Reamy's claim herein is akin to that asserted in Condray — that is, that "but for" Ferguson's alleged misconduct Reamy would have been a participant in the Ferguson insurance plan and entitled to benefits. The Tenth Circuit has spoken clearly on this sort of claim and consistent with that view Reamy lacks standing to bring an ERISA claim because he is not a participant as required by the Act.
Reamy counters that in Smith v. Rogers Galvanizing Co., 128 F.3d 1380 (10th Cir. 1997) the Tenth Circuit ratified this Court's recognition of the sort of claim he advances here. But Smith has little relevance to this case. First, Smith did not address the issue of ERISA standing. Smith offers no guidance on the key issue presented in Ferguson's Motion to Dismiss. Second, Smith involved adequacy of notice under the Consolidated Omnibus Budget Reconciliation Act (COBRA), not ERISA. Finally, even if Smith were relevant on the questions presented in this lawsuit, the decision pre-dated the Tenth Circuit opinions in Felix, and Chastain. Thus, Smith does not impact the Court's analysis of the issue at hand.

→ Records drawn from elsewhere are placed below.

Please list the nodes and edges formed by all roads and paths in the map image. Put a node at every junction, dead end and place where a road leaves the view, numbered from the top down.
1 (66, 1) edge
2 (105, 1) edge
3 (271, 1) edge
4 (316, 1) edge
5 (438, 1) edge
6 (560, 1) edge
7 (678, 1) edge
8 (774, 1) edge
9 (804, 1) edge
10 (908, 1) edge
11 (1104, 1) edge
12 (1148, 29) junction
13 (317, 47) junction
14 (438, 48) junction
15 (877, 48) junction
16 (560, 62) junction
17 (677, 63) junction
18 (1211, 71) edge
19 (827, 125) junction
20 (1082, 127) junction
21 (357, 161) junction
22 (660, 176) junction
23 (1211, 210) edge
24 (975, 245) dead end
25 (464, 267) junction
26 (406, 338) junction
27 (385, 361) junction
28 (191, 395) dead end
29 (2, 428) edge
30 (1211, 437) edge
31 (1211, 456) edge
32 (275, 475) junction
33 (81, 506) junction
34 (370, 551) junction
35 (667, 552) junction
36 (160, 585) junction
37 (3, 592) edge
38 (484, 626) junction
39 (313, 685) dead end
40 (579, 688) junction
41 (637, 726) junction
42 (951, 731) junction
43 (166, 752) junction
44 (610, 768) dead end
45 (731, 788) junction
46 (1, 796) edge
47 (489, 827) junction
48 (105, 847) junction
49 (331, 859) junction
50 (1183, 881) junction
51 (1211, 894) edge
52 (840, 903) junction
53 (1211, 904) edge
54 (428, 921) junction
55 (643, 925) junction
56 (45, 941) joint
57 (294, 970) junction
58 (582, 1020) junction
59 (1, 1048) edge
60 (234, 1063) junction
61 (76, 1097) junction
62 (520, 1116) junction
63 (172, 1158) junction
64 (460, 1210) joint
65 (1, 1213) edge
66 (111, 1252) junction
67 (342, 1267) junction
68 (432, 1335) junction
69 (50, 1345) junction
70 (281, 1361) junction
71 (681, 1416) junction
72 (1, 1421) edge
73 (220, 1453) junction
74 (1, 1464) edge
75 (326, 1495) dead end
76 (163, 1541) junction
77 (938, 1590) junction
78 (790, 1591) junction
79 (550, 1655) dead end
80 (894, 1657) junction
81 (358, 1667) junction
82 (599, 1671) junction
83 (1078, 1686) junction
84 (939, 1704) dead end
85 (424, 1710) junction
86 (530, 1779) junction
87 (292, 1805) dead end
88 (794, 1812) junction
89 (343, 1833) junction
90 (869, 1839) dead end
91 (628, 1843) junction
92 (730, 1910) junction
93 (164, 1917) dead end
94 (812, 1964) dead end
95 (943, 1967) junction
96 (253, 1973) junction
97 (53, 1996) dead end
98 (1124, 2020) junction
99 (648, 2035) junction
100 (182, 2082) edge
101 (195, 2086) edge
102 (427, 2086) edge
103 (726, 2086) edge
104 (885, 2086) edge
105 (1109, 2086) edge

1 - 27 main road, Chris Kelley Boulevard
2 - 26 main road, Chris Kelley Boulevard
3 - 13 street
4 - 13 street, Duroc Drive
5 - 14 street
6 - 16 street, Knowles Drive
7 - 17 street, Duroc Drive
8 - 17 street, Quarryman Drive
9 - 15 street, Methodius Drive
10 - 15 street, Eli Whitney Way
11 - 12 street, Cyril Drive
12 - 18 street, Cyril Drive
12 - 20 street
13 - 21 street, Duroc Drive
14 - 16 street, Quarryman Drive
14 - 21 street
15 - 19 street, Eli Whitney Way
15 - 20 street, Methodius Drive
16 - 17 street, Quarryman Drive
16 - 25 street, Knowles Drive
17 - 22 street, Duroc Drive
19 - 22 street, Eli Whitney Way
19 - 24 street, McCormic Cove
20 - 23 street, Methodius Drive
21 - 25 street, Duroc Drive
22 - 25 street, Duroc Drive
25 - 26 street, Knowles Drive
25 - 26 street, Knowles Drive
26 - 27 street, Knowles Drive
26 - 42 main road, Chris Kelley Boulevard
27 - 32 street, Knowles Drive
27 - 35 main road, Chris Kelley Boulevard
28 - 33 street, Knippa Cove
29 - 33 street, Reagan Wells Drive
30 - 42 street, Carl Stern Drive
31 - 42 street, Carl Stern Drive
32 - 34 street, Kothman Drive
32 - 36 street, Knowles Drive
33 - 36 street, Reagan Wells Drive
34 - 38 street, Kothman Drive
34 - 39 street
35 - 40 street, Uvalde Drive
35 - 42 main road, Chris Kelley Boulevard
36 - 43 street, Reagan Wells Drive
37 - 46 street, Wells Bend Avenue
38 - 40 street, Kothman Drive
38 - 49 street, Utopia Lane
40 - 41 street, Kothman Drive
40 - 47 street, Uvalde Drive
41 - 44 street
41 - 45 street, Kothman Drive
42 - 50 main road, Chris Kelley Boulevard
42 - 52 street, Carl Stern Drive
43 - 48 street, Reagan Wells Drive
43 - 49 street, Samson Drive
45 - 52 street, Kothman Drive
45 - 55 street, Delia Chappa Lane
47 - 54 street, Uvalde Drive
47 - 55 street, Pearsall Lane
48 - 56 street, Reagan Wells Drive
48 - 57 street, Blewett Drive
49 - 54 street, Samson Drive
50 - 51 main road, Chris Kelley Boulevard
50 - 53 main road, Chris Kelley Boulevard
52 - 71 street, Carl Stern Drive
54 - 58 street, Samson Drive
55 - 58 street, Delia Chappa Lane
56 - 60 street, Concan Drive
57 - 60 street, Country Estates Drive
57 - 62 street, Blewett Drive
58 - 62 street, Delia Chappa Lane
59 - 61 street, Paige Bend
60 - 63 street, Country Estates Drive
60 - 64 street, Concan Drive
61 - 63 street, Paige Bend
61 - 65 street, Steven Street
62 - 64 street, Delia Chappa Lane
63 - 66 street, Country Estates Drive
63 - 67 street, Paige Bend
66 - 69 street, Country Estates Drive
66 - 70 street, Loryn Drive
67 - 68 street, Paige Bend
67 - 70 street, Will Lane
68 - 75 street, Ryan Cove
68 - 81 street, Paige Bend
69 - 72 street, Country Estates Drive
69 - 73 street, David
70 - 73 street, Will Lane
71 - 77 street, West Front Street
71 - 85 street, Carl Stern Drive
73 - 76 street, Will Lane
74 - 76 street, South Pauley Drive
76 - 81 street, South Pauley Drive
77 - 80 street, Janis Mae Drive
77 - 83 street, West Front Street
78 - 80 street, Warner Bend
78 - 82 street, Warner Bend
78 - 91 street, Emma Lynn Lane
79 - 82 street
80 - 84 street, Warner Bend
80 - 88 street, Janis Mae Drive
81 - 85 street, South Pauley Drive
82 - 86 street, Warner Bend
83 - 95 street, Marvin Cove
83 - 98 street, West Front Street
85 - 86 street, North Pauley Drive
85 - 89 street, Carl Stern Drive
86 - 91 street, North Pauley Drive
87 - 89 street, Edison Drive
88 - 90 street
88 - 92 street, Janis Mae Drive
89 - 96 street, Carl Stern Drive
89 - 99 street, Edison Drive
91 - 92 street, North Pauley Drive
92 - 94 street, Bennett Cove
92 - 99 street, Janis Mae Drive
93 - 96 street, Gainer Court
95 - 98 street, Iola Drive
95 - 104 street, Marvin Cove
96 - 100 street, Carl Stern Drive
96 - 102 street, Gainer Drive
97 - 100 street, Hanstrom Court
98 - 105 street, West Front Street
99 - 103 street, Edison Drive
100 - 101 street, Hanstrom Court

Whether Reamy may still pursue the negligence claim he first asserted in Tulsa County District Court is a matter for that court to determine.
This conjures up Judge Heaton's concern in Condray:
It would be a perverse result indeed if ERISA, a statute enacted to "promote the interests of employees and their beneficiaries in employee benefit plans" was applied to preclude any relief to plaintiffs where [the employee] undisputedly did exactly what her employer required in order to seek continued benefits.Id. at fn.9 (citations omitted).
IV. Summary
Having determined that Reamy is not, and was not, a participant in the Ferguson ERISA plan, and that Tenth Circuit law does not permit standing based on a "but for" analysis, the Court holds that Reamy does not have standing to bring a claim to recover benefits under ERISA § 502(a). The requirement of § 502 is not just a standing requirement, but a subject matter jurisdictional requirement as well. Felix, 387 F.3d at 1160 fn. 14. Thus, because Reamy lacks standing under ERISA, this Court is without subject-matter jurisdiction. Consequently, Ferguson's Motion to Dismiss must be GRANTED. Accordingly, this case is hereby dismissed for lack of subject matter jurisdiction under Fed.R.Civ.P. 12(b)(1).For the reasons set forth above, Reamy's Motion to Amend is DENIED. IT IS SO ORDERED.